Stored items =
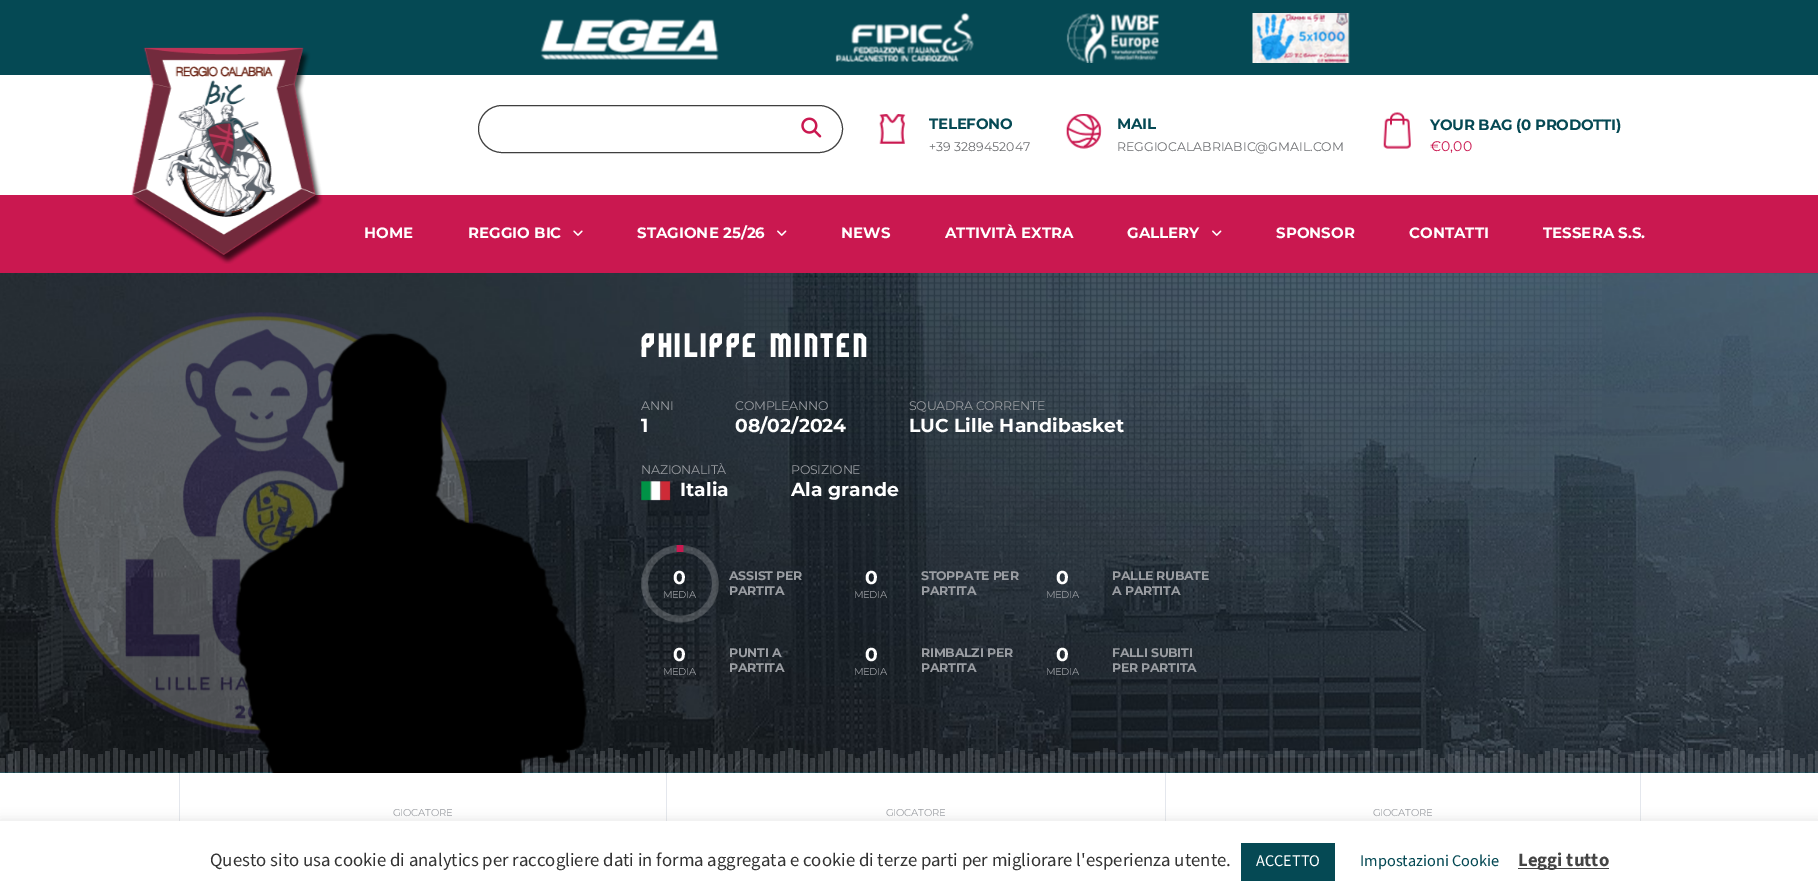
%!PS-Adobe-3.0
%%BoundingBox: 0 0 1818 896
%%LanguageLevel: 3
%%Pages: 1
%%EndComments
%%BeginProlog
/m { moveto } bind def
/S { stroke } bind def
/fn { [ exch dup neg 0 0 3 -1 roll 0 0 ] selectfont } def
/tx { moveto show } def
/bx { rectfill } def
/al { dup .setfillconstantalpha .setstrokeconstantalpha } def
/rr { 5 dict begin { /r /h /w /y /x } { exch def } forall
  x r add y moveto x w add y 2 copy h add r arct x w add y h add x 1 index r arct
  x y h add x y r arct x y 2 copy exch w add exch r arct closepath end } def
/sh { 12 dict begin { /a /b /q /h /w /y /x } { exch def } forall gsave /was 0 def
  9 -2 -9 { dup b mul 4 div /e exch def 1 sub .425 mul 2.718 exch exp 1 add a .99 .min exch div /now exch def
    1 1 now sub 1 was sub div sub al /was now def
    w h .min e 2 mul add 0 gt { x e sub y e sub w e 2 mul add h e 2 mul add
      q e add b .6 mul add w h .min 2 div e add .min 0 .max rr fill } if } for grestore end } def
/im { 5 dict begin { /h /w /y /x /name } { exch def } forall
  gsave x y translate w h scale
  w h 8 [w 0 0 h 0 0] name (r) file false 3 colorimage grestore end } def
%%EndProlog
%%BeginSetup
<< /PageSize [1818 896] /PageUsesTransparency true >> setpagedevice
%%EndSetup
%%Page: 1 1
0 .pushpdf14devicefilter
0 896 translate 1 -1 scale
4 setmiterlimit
1 setgray
0 0 1818 896 bx
0.02 0.286 0.329 setrgbcolor
0 0 1818 75 bx
(image0.raw) 540 18 179 42 im
(image1.raw) 835 13 139 49 im
(image2.raw) 1066 13 93 50 im
(image3.raw) 1252 13 98 50 im
0.247 setgray
478.5 105.5 364 47 23.5 rr S
(image4.raw) 801 117 21 21 im
(image5.raw) 879 114 27 30 im
/Montserrat-Bold 15 fn
0.02 0.286 0.329 setrgbcolor
929 129 m -0.3 0 (TELEFONO) ashow
/Montserrat-Regular 12.5 fn
0.42 0.427 0.439 setrgbcolor
(+39 3289452047) 929 151 tx
(image6.raw) 1066 114 36 35 im
/Montserrat-Bold 15 fn
0.02 0.286 0.329 setrgbcolor
1117 129 m -0.3 0 (MAIL) ashow
/Montserrat-Regular 12.5 fn
0.42 0.427 0.439 setrgbcolor
(REGGIOCALABRIABIC@GMAIL.COM) 1117 151 tx
(image8.raw) 1383 118 28 31 im
(image7.raw) 1390 112 15 14 im
/Montserrat-Bold 15 fn
0.02 0.286 0.329 setrgbcolor
1430 130 m -0.3 0 (YOUR BAG \(0 PRODOTTI\)) ashow
/Montserrat-Regular 14 fn
0.792 0.094 0.314 setrgbcolor
(€0,00) 1430 151 tx
0 195 1818 78 bx
(image9.raw) 131 47 192 217 im
/Montserrat-Bold 15 fn
1 setgray
(HOME) 364 238 tx
(REGGIO BIC) 468 238 tx
(image10.raw) 573 230 10 6 im
(STAGIONE 25/26) 637 238 tx
(image11.raw) 777 230 10 6 im
(NEWS) 841 238 tx
(ATTIVITÀ EXTRA) 945 238 tx
(GALLERY) 1127 238 tx
(image11.raw) 1212 230 10 6 im
(SPONSOR) 1276 238 tx
(CONTATTI) 1409 238 tx
(TESSERA S.S.) 1543 238 tx
0.02 0.286 0.329 setrgbcolor
0 273 1818 500 bx
(image12.raw) 0 273 1818 500 im
(image13.raw) 744 273 858 310 im
(image14.raw) 50 312 423 423 im
0.11 al
0 setgray
570 750 5 23 bx
30 750 5 23 bx
165 750 5 23 bx
705 750 5 23 bx
840 750 5 23 bx
975 750 5 23 bx
1110 750 5 23 bx
1245 750 5 23 bx
1380 750 5 23 bx
1515 750 5 23 bx
1650 750 5 23 bx
1785 750 5 23 bx
1 al
(image18.raw) 8 754 1805 19 im
(image19.raw) 38 754 1760 19 im
(image20.raw) 30 750 1760 23 im
(image21.raw) 23 748 1760 25 im
(image22.raw) 15 751 1803 22 im
(image23.raw) 8 754 1805 19 im
(image24.raw) 0 758 1805 15 im
(image15.raw) 235 333 352 440 im
/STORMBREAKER-Bold 32.5 fn
1 setgray
641 357 m 3.75 0 (PHILIPPE MINTEN) ashow
/Montserrat-Regular 12.5 fn
0.604 0.616 0.635 setrgbcolor
641 410 m -0.25 0 (ANNI) ashow
/Montserrat-Bold 18.75 fn
1 setgray
(1) 641 432 tx
/Montserrat-Regular 12.5 fn
0.604 0.616 0.635 setrgbcolor
735 410 m -0.25 0 (COMPLEANNO) ashow
/Montserrat-Bold 18.75 fn
1 setgray
(08/02/2024) 735 432 tx
/Montserrat-Regular 12.5 fn
0.604 0.616 0.635 setrgbcolor
909 410 m -0.25 0 (SQUADRA CORRENTE) ashow
/Montserrat-Bold 18.75 fn
1 setgray
(LUC Lille Handibasket) 909 432 tx
/Montserrat-Regular 12.5 fn
0.604 0.616 0.635 setrgbcolor
641 474 m -0.25 0 (NAZIONALITÀ) ashow
(image16.raw) 641 481 30 20 im
/Montserrat-Bold 18.75 fn
1 setgray
(Italia) 680 496 tx
/Montserrat-Regular 12.5 fn
0.604 0.616 0.635 setrgbcolor
791 474 m -0.25 0 (POSIZIONE) ashow
/Montserrat-Bold 18.75 fn
1 setgray
(Ala grande) 791 496 tx
(image17.raw) 641 545 78 78 im
673 584 m -0.5 0 (0) ashow
/Montserrat-Regular 10 fn
0.604 0.616 0.635 setrgbcolor
663 598 m -0.5 0 (MEDIA) ashow
/Montserrat-Bold 12.5 fn
729 580 m -0.25 0 (ASSIST PER) ashow
729 595 m -0.25 0 (PARTITA) ashow
/Montserrat-Bold 18.75 fn
1 setgray
865 584 m -0.5 0 (0) ashow
/Montserrat-Regular 10 fn
0.604 0.616 0.635 setrgbcolor
854 598 m -0.5 0 (MEDIA) ashow
/Montserrat-Bold 12.5 fn
921 580 m -0.25 0 (STOPPATE PER) ashow
921 595 m -0.25 0 (PARTITA) ashow
/Montserrat-Bold 18.75 fn
1 setgray
1056 584 m -0.5 0 (0) ashow
/Montserrat-Regular 10 fn
0.604 0.616 0.635 setrgbcolor
1046 598 m -0.5 0 (MEDIA) ashow
/Montserrat-Bold 12.5 fn
1112 580 m -0.25 0 (PALLE RUBATE) ashow
1112 595 m -0.25 0 (A PARTITA) ashow
/Montserrat-Bold 18.75 fn
1 setgray
673 661 m -0.5 0 (0) ashow
/Montserrat-Regular 10 fn
0.604 0.616 0.635 setrgbcolor
663 675 m -0.5 0 (MEDIA) ashow
/Montserrat-Bold 12.5 fn
729 657 m -0.25 0 (PUNTI A) ashow
729 672 m -0.25 0 (PARTITA) ashow
/Montserrat-Bold 18.75 fn
1 setgray
865 661 m -0.5 0 (0) ashow
/Montserrat-Regular 10 fn
0.604 0.616 0.635 setrgbcolor
854 675 m -0.5 0 (MEDIA) ashow
/Montserrat-Bold 12.5 fn
921 657 m -0.25 0 (RIMBALZI PER) ashow
921 672 m -0.25 0 (PARTITA) ashow
/Montserrat-Bold 18.75 fn
1 setgray
1056 661 m -0.5 0 (0) ashow
/Montserrat-Regular 10 fn
0.604 0.616 0.635 setrgbcolor
1046 675 m -0.5 0 (MEDIA) ashow
/Montserrat-Bold 12.5 fn
1112 657 m -0.25 0 (FALLI SUBITI) ashow
1112 672 m -0.25 0 (PER PARTITA) ashow
0.894 0.906 0.929 setrgbcolor
1640 773 1 48 bx
179 773 1 48 bx
/Montserrat-Regular 10 fn
0.604 0.616 0.635 setrgbcolor
393 816 m -0.25 0 (GIOCATORE) ashow
0.894 0.906 0.929 setrgbcolor
666 773 1 48 bx
0.604 0.616 0.635 setrgbcolor
886 816 m -0.25 0 (GIOCATORE) ashow
0.894 0.906 0.929 setrgbcolor
1165 773 1 48 bx
0.604 0.616 0.635 setrgbcolor
1373 816 m -0.25 0 (GIOCATORE) ashow
0.675 0.671 0.671 setrgbcolor
0 820 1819 75 0 6 0.3 sh
1 setgray
0 821 1818 75 bx
/SourceSans3-Regular 18.75 fn
0.2 setgray
(Questo sito usa cookie di analytics per raccogliere dati in forma aggregata e cookie di terze parti per migliorare l'esperienza utente.) 210 866 tx
0.02 0.286 0.329 setrgbcolor
1241 843 94 38 bx
/SourceSans3-Regular 16.25 fn
1 setgray
(ACCETTO) 1256 866 tx
0.02 0.286 0.329 setrgbcolor
(Impostazioni Cookie) 1360 866 tx
0.267 setgray
1518 868 91 1 bx
/SourceSans3-Bold 18.75 fn
(Leggi tutto) 1518 866 tx
.poppdf14devicefilter showpage
%%EOF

About this task = From the records above, extract exactly and only the lines that begin at the line with "exch dup neg" and stop after the line with "1 1 now sub".

Reply to the exercise =
/fn { [ exch dup neg 0 0 3 -1 roll 0 0 ] selectfont } def
/tx { moveto show } def
/bx { rectfill } def
/al { dup .setfillconstantalpha .setstrokeconstantalpha } def
/rr { 5 dict begin { /r /h /w /y /x } { exch def } forall
  x r add y moveto x w add y 2 copy h add r arct x w add y h add x 1 index r arct
  x y h add x y r arct x y 2 copy exch w add exch r arct closepath end } def
/sh { 12 dict begin { /a /b /q /h /w /y /x } { exch def } forall gsave /was 0 def
  9 -2 -9 { dup b mul 4 div /e exch def 1 sub .425 mul 2.718 exch exp 1 add a .99 .min exch div /now exch def
    1 1 now sub 1 was sub div sub al /was now def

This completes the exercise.